Directors Cut

Directors cuts are slightly controversial, I am aware of this as I embark on the IOS version of Lords of Midnight. Although not a Directors Cut per sae, the involvement of Mike makes it sit somewhere between remake and directors cut.

There are many films that have received the Directors Cut treatment, some successfully, some not so. You have to ask, why the need to revisit the film. The integrity of the new release is brought into question; if the Director did not like the version put out at the original release, then why did they allow it be released? If they had no control over that aspect, then why now, other than for additional profit, are the studio allowing the film to be changed.
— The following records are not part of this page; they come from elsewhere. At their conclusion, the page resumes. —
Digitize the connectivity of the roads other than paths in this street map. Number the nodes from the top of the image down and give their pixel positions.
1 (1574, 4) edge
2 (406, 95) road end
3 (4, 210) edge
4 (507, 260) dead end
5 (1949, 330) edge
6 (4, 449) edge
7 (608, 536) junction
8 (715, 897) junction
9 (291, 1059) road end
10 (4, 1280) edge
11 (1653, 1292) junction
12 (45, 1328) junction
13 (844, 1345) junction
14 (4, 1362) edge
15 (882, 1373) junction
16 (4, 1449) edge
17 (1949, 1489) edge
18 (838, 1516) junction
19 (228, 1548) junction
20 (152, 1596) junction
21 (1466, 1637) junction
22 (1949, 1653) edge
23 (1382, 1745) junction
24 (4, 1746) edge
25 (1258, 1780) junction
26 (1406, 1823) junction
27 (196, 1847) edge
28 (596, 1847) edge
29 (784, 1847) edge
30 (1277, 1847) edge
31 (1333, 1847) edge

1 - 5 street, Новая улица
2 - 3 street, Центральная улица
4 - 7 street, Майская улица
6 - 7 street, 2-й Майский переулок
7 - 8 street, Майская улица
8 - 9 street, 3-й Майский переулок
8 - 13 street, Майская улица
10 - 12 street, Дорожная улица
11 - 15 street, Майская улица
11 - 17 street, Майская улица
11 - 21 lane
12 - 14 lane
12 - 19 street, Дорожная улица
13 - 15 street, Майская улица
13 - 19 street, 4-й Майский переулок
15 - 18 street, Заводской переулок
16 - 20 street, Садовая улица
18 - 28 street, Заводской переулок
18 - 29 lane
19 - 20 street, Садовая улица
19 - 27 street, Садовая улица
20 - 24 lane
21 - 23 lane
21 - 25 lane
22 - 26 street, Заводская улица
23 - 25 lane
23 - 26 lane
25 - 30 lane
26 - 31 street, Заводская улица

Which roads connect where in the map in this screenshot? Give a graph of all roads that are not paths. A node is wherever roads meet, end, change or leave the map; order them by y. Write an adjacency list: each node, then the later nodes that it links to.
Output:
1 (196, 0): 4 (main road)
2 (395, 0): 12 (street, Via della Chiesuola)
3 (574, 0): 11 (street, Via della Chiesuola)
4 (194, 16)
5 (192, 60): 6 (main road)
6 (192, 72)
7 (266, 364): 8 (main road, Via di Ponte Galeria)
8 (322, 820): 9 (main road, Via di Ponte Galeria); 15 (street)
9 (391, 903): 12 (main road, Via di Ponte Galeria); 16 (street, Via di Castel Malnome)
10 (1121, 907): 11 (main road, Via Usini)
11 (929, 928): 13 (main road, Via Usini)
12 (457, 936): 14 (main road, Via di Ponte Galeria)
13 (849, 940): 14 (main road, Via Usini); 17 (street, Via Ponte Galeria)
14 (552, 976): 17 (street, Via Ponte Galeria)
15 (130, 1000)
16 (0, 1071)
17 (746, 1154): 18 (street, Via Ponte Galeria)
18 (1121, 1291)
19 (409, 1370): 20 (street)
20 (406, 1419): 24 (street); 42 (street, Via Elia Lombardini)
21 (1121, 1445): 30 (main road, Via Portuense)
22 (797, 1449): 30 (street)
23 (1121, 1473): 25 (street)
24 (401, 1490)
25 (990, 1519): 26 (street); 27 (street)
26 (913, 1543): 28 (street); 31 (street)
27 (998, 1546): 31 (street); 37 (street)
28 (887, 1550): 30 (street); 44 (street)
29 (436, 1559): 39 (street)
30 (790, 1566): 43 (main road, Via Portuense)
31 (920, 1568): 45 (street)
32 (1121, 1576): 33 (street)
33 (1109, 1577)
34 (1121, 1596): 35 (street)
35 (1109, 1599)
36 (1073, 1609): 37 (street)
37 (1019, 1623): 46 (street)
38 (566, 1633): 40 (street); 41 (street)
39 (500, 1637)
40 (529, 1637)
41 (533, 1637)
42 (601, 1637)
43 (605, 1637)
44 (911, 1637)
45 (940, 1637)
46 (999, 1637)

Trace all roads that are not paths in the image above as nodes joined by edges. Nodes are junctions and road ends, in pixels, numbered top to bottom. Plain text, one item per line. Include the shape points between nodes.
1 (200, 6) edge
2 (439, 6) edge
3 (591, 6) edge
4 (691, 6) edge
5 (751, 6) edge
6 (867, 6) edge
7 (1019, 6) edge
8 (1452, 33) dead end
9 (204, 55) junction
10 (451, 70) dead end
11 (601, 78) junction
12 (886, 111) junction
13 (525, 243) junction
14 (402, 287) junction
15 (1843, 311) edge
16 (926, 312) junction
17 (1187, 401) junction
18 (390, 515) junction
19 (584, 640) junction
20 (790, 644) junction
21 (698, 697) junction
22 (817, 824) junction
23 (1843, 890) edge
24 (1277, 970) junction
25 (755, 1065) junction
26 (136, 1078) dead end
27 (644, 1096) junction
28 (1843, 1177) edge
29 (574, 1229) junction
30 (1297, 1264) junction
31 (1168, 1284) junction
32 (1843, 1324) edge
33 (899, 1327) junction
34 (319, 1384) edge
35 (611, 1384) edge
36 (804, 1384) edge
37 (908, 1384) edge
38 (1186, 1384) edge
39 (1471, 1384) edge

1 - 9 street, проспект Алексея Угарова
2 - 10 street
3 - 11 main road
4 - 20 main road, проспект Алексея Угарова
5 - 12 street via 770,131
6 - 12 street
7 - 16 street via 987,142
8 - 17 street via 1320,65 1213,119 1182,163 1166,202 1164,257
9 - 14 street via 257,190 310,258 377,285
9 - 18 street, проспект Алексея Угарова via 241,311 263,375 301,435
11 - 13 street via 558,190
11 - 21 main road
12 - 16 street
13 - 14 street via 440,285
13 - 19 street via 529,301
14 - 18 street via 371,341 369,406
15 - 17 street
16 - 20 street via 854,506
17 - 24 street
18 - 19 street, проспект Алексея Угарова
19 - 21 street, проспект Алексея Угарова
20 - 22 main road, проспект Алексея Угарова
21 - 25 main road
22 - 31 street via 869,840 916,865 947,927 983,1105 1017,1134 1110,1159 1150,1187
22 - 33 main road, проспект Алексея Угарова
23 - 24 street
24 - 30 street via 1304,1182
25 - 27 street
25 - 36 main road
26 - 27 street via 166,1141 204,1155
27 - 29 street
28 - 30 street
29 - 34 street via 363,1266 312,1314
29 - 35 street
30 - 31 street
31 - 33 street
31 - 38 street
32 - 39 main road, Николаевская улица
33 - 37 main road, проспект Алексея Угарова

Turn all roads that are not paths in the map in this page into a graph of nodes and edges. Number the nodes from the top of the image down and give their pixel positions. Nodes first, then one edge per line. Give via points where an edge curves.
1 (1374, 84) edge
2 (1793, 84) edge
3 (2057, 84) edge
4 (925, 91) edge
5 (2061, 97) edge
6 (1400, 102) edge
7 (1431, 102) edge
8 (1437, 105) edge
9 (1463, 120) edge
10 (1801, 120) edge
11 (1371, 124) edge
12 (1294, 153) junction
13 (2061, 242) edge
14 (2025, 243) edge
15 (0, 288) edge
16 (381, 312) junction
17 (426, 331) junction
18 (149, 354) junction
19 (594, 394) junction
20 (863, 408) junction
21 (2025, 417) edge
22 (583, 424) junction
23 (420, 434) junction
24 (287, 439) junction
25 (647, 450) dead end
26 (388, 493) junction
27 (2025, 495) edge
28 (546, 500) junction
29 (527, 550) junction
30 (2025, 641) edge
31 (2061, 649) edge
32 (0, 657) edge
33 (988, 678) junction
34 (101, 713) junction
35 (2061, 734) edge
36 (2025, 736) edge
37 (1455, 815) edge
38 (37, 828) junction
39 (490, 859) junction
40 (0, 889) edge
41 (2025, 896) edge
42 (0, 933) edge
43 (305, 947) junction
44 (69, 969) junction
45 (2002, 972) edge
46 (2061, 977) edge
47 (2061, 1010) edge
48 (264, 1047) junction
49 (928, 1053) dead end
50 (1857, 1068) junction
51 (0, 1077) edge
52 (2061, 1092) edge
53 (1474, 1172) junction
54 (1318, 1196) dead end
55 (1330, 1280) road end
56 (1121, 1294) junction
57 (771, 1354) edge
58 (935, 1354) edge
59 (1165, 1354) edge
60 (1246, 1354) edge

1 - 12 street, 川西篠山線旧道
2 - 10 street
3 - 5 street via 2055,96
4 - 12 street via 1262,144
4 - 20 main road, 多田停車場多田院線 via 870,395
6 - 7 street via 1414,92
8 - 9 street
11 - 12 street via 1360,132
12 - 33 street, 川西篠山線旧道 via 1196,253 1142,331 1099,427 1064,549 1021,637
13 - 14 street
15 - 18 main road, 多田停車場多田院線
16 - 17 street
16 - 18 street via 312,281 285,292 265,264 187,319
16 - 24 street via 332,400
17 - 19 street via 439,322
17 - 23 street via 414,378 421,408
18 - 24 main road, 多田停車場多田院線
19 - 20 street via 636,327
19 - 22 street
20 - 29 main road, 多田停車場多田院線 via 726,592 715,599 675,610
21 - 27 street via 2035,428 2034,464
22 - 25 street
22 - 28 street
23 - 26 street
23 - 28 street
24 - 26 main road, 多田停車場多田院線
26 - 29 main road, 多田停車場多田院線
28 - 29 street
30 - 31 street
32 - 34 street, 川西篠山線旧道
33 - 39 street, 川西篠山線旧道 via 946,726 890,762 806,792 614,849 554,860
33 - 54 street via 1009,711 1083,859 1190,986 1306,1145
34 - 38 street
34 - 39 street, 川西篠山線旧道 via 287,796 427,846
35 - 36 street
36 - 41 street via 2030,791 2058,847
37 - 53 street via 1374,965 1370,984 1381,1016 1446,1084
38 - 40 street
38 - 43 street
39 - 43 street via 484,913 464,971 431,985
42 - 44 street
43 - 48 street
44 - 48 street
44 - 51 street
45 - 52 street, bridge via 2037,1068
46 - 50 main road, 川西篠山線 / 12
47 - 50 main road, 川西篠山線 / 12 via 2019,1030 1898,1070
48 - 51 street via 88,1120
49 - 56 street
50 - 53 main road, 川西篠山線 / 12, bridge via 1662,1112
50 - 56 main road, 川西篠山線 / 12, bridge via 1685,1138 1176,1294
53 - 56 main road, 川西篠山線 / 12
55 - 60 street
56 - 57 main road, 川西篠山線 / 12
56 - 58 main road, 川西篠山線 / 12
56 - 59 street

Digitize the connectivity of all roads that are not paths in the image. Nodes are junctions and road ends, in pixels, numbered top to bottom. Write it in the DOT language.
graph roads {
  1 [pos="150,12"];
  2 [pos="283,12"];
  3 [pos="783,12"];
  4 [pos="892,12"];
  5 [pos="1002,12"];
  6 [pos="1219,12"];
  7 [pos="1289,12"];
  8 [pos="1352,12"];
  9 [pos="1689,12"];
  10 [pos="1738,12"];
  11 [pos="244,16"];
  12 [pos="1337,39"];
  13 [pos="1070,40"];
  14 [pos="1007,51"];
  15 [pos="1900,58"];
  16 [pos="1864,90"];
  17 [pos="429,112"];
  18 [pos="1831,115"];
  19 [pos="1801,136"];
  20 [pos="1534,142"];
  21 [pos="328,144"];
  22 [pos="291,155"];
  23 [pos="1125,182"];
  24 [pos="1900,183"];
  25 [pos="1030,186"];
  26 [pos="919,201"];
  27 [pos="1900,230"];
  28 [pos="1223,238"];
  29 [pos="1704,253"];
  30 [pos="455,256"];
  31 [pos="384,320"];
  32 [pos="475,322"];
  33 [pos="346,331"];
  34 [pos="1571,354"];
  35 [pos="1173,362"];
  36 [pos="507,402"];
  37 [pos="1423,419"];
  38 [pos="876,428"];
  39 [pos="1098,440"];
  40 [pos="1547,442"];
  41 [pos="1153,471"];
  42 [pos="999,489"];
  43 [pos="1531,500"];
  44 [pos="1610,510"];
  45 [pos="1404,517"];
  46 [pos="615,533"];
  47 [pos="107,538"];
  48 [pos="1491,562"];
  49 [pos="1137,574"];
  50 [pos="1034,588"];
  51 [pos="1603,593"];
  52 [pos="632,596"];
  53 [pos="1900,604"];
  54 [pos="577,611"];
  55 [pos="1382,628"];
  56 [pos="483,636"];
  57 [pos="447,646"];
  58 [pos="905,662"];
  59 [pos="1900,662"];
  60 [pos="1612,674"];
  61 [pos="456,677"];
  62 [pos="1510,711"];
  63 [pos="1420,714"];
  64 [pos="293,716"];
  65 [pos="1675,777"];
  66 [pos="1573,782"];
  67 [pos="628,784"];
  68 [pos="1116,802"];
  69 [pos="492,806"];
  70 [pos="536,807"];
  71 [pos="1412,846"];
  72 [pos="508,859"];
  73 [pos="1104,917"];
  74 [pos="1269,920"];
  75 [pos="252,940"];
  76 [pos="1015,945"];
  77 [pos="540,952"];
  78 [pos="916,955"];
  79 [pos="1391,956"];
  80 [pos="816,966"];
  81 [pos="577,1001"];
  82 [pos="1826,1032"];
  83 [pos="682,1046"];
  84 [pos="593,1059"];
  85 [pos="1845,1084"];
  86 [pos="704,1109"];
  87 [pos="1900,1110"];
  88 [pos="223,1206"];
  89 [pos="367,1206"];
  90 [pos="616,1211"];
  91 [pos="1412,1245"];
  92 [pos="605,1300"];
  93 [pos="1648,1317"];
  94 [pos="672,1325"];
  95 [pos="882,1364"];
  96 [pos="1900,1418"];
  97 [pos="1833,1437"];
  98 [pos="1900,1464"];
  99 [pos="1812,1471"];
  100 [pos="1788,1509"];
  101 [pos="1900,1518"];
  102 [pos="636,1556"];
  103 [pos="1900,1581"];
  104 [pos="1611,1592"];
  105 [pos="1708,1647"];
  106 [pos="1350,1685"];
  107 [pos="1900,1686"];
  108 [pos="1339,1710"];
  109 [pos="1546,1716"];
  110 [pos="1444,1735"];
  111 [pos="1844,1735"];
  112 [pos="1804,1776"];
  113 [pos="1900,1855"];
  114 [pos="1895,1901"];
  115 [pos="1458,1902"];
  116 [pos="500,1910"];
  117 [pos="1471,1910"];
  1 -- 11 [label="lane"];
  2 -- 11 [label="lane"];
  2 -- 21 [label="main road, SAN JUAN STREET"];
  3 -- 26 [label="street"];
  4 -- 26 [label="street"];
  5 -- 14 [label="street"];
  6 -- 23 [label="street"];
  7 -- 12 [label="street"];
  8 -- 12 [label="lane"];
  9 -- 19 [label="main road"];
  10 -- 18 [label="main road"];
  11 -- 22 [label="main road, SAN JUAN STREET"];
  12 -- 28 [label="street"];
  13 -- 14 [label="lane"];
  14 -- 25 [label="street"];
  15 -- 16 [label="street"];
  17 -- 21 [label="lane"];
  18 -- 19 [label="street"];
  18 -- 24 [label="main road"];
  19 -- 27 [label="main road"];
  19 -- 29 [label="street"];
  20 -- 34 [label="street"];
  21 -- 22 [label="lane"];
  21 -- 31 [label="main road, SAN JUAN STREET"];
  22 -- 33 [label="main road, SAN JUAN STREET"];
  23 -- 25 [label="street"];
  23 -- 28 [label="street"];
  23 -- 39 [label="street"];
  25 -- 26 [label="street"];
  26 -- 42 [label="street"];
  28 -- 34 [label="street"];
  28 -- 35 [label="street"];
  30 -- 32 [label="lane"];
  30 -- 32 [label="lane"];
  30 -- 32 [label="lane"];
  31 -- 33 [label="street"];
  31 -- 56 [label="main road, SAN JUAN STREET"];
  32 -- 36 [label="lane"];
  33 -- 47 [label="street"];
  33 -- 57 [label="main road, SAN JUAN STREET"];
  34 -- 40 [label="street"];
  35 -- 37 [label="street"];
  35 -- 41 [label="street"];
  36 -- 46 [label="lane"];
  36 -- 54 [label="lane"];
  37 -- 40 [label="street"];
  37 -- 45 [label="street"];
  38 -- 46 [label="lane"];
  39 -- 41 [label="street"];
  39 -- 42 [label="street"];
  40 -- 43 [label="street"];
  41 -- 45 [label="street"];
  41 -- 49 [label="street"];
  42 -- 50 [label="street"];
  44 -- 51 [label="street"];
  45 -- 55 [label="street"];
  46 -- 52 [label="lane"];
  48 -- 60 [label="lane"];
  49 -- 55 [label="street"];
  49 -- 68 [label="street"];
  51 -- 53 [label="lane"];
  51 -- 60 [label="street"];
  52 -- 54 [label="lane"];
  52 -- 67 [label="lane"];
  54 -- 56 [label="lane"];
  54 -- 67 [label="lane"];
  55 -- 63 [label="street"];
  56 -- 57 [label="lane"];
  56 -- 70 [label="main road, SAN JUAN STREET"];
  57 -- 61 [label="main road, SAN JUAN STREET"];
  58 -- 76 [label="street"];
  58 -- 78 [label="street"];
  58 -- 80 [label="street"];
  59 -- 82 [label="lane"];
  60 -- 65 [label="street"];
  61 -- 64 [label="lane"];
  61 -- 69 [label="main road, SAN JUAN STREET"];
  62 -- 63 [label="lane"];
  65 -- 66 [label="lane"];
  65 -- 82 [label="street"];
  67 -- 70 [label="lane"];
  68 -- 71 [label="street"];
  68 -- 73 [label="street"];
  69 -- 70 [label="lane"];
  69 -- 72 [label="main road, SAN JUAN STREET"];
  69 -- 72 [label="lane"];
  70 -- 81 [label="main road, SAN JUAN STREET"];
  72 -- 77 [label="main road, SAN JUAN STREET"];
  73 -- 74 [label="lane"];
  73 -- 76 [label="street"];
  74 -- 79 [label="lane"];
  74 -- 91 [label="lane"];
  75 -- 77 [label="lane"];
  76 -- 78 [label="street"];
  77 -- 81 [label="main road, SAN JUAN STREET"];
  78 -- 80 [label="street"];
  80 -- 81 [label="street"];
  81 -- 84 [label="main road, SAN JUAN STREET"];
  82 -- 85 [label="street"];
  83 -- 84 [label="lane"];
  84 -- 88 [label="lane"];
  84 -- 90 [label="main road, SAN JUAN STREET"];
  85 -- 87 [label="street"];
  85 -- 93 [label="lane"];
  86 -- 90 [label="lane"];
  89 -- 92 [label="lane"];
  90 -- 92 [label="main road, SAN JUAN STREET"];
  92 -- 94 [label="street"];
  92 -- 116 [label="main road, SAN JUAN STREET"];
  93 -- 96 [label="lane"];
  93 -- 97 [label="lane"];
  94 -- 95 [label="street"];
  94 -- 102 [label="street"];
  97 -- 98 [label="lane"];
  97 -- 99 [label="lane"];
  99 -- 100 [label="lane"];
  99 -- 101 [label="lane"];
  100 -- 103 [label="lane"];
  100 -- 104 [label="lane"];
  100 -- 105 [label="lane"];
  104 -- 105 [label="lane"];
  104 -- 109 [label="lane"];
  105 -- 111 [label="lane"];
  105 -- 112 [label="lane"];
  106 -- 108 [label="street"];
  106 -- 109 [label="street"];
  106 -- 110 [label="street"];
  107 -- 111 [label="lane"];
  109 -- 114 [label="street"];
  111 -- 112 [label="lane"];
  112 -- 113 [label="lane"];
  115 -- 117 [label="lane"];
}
That said, at least most Directors can retain some integrity, as they usually don’t have the rights for the Final Cut Privilege especially early in their career.

In books, we have the Authors Revised Edition. Again I wonder how an author can not release a book that is true to their original vision. I do however know that sometimes, again especially in the early stages of an authors career, the author does not have as much control as they would like, and indeed the editor may assert more of their vision.

I use Katharine Kerr’s Darkspell as a case in point. Her editor insisted at the time that parts of the story be changed so much, that it materially altered the overall intended message of the book. Kit was all to eager to put it right as soon as she had chance.
With Stephen King’s first book in the Dark Tower series ‘The Gunslinger’ it also makes sense that he would want to revisit the book and put right issues as the series expanded.

This brings me finally to music – why would a musician release a Directors Cut album that covers songs from not one previously released albums, but two? I understand doing some form of Uncut version where songs are stripped back to just the singer and some acoustic instruments, or even dramatically different versions that are almost covers in their own tight, but to release new tinkered versions of songs that you had full artistic control over at the time?

So, I bought Kate Bush’s Directors Cut with much trepidation – and I have to say, it’s awful.
She has taken a group of songs from two albums, placed them together out of context on a single album, reworked them in some mysterious way, for no obvious reason, and ultimately destroyed them.